Monday, February 27, 2012

Cast Away

Cast Away isn’t just a film where one escapes by taking a dramatic adventure, but is also an escape from the traditional adventure film. Robert Zemeckis and Tom Hanks worked together before on the cult-classic Forest Gump, and their teaming up will have that as the staple memory. Their efforts together shine much brighter with Cast Away a three-act desert Island story that avoids all cartoonish gimmicks that desert Island stories carry. We are attached to Hank’s character by admiring his determination and obsession with time, trotting the globe motivating and organizing FedEx workers. His relationship with Kelly, played by Helen Hunt, is leveling its way into an engagement when Chuck hands her a box to be opened New Year’s Eve when he gets back from the South Pacific. The plane crash is the most terrifying part and it leaves us just as adrift and scared for Chuck when he and his raft tumble through the vast blackness of the South Pacific storm.
            In the second act we are on the island with Chuck watching him learn to adapt step by step.
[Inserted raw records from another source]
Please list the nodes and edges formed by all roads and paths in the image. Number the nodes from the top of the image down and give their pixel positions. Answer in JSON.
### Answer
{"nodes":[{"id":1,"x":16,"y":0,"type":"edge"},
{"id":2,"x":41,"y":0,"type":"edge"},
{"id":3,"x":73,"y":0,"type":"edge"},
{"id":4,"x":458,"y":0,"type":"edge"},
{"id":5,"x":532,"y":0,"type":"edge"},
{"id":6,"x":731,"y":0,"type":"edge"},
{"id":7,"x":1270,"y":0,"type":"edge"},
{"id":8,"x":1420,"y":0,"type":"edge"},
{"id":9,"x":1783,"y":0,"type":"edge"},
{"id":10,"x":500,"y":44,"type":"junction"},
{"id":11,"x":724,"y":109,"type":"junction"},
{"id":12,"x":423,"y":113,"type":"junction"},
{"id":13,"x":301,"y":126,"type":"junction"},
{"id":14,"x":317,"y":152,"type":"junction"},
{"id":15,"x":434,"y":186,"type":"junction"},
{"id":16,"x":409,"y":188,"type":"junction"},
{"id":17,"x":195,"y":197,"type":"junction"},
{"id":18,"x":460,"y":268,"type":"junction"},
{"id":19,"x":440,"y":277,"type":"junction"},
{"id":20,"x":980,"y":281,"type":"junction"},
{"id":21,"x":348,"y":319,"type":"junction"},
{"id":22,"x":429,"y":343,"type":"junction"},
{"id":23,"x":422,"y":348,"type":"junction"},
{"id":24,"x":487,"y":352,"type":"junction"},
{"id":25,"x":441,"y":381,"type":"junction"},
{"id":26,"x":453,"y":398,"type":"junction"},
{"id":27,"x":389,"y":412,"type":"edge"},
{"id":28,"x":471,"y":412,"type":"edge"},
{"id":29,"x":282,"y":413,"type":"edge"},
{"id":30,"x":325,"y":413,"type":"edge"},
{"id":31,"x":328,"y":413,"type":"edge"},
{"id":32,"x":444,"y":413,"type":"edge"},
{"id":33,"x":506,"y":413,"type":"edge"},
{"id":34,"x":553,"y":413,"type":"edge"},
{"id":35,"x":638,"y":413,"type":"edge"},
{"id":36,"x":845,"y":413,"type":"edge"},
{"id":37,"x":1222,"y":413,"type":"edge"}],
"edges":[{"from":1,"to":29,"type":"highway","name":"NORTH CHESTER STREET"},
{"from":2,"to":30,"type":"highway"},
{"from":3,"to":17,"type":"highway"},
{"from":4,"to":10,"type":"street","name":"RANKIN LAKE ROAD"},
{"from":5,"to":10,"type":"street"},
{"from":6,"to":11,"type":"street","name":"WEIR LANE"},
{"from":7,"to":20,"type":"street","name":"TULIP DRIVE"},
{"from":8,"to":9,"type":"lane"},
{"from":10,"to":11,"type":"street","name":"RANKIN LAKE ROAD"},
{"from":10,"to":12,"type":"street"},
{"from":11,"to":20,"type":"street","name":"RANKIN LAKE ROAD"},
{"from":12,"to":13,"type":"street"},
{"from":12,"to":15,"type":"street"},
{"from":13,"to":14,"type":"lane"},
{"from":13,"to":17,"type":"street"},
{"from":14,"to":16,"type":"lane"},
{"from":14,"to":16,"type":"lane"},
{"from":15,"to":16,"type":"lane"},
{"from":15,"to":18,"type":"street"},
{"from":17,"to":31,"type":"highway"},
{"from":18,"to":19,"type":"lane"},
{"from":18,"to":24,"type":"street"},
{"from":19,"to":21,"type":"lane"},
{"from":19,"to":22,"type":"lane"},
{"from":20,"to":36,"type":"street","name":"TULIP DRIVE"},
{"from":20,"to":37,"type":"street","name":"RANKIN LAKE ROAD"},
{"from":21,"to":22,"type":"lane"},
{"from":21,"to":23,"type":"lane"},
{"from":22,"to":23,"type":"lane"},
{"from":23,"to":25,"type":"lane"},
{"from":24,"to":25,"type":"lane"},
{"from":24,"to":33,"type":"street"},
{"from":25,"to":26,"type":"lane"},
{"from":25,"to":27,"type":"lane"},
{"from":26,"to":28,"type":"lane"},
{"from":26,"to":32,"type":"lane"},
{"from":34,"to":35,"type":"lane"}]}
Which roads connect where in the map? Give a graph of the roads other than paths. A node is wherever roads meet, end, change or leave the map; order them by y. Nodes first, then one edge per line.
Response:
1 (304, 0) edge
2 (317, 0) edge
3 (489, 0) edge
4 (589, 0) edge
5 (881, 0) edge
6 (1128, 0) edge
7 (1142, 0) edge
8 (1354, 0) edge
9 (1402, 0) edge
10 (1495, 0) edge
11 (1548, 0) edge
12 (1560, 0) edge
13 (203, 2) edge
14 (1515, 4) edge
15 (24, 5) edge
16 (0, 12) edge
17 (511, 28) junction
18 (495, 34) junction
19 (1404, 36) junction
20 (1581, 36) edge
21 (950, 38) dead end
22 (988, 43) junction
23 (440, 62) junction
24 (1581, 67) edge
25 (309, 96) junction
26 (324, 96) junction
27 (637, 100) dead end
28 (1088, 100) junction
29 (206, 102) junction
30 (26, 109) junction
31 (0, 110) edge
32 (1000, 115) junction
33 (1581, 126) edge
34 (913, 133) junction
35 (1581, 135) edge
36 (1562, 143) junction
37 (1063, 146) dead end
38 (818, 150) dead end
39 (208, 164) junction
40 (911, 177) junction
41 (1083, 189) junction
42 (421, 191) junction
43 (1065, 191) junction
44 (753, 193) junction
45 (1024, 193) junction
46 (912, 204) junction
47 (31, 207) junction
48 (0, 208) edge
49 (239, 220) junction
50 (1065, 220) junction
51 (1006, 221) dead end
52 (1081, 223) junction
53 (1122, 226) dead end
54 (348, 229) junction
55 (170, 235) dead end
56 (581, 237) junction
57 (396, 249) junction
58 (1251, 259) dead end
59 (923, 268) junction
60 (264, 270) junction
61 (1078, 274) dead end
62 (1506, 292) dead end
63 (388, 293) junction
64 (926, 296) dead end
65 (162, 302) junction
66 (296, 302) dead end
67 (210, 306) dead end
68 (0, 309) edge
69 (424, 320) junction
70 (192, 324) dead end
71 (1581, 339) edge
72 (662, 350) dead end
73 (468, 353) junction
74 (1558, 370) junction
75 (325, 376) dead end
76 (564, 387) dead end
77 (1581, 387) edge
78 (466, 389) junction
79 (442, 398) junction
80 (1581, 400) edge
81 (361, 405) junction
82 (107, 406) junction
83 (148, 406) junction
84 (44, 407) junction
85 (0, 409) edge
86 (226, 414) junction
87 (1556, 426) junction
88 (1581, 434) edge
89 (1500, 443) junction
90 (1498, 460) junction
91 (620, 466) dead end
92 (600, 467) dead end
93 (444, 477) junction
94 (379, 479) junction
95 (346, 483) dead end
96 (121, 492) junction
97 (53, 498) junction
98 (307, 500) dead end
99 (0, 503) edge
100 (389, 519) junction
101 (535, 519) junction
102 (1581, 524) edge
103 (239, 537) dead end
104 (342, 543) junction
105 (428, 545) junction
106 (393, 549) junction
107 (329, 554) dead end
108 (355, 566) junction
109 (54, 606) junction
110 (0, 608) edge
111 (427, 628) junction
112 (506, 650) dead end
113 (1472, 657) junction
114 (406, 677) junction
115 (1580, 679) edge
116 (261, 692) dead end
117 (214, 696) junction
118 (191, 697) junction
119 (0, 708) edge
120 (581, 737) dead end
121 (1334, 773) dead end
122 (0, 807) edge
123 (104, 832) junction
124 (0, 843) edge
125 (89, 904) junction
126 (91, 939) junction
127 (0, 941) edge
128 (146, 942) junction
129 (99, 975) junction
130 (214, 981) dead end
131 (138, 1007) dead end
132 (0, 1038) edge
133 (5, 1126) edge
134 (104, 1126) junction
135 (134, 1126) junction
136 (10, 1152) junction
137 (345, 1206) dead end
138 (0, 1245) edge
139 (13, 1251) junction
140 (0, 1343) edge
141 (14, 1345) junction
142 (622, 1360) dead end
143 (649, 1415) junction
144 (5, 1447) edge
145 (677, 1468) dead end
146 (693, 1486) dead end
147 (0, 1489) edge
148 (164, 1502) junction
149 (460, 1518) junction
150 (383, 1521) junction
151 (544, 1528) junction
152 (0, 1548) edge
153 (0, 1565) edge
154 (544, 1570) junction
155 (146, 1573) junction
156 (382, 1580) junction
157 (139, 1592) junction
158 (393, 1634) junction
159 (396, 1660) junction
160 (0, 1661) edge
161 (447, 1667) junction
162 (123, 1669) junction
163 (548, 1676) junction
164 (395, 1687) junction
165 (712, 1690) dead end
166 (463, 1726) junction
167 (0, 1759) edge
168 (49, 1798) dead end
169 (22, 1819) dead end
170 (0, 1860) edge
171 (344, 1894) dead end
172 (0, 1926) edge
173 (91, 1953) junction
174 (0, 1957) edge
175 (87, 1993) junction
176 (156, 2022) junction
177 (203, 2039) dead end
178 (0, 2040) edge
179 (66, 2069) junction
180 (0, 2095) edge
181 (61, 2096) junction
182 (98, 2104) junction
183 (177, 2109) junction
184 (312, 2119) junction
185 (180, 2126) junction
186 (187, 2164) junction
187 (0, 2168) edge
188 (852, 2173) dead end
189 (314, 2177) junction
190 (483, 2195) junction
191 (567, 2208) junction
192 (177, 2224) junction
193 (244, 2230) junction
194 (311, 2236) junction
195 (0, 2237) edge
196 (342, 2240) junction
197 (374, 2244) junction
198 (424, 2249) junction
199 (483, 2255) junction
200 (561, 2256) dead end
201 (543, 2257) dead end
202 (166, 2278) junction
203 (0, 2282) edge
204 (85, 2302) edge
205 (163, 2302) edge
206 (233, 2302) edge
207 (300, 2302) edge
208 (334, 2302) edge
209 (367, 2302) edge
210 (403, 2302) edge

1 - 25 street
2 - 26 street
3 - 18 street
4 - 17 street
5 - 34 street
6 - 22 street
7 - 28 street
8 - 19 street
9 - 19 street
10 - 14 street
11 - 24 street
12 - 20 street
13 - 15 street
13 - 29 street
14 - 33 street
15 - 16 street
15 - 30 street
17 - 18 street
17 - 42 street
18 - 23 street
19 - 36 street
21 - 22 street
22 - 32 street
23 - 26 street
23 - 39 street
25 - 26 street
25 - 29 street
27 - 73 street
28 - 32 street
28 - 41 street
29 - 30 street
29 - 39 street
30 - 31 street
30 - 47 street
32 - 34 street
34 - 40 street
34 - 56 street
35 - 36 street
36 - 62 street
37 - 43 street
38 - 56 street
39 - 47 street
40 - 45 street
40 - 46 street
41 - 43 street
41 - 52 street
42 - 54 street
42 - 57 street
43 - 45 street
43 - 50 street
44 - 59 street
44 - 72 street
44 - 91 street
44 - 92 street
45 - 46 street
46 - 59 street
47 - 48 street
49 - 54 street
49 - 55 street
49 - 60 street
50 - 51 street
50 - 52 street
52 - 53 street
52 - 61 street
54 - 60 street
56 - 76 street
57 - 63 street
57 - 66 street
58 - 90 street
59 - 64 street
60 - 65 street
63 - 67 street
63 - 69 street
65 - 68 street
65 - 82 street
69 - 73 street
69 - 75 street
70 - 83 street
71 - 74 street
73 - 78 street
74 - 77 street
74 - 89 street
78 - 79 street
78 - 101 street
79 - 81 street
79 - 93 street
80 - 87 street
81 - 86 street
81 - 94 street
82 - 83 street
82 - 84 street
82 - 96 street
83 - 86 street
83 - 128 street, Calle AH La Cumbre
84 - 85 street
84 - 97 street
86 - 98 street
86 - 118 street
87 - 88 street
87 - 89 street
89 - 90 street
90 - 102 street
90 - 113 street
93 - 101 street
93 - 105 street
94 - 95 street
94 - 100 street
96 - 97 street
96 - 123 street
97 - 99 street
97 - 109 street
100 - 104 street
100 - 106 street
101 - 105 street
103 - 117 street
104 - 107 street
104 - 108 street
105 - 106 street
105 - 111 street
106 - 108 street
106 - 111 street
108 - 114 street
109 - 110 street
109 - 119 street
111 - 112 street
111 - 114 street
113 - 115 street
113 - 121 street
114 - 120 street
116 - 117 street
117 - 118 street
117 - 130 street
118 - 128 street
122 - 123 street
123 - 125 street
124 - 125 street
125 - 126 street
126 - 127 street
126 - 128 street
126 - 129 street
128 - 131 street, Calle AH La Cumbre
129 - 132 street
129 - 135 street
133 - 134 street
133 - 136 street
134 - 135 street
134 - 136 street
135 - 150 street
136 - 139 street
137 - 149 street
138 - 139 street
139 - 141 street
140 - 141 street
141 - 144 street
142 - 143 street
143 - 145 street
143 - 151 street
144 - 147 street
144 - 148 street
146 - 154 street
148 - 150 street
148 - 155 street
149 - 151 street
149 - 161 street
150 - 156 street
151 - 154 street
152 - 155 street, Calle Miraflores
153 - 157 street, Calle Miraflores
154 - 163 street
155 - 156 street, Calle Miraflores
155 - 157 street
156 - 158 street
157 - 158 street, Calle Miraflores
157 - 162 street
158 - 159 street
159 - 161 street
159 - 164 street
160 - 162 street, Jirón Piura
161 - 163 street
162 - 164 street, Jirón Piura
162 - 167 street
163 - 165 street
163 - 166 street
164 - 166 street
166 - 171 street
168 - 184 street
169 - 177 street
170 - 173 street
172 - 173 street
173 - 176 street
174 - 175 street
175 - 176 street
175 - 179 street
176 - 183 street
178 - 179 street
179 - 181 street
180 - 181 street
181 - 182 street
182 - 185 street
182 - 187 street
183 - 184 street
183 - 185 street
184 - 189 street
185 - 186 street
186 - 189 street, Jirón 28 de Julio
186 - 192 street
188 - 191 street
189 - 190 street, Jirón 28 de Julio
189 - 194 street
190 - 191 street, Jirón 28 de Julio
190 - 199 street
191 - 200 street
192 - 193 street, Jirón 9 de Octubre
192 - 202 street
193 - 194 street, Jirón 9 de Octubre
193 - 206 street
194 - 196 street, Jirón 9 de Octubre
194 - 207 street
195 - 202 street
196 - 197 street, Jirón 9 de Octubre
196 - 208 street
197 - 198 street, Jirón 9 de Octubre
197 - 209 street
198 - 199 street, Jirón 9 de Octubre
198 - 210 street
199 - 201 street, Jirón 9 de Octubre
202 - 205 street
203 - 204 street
What makes this separate from most other island adventure films is that there is no background music while he is on the island. While the film is setting up we are tapping our toes to Elvis and holiday music throughout Chuck’s busy 21st century life in the industrialized world. The film never cuts back to the industrialized, as so many Island movies do, feeling the need to hit us over the head with, “hey you’re missing out on life”. There is no soundtrack to island life, just the rustling palms and the pounding tides.
            The third act is Chuck leaving the island, and there is an unforgettable shot of the island from a distance, and is the first time in a long time that we hear music. The violins come in and Chuck is prepared to endure the worst on his tiny-wooden raft. Before the classic, and now overly spoofed scene of losing our beloved Wilson, Chuck endures a storm that tears his tiny vessel apart. While it leaves him more stranded than he’s ever been at this point, his attitude towards losing his make-shift sail is, as forest Gump would say “shit happens”.  After being rescued and brought back to the familiar sounds of busy airports and Elvis tracks in the comfort of Memphis, Chuck re-unites with the one-who-got-away, letting the love he was longing for the whole time on the Island go.
            The film came so close to being a Gilligan-type gimmick and leaving Chuck at a literal cross-road at the end of the movie works much better than a run off the plane, kiss Helen Hunt, and roll the credits hoisting hanks on our shoulders as so many welcome home scenes are. The closing of the film is so realistic because it captures the awkwardness of having to start over from everyone thinking your dead and being so used to the fact that you are gone.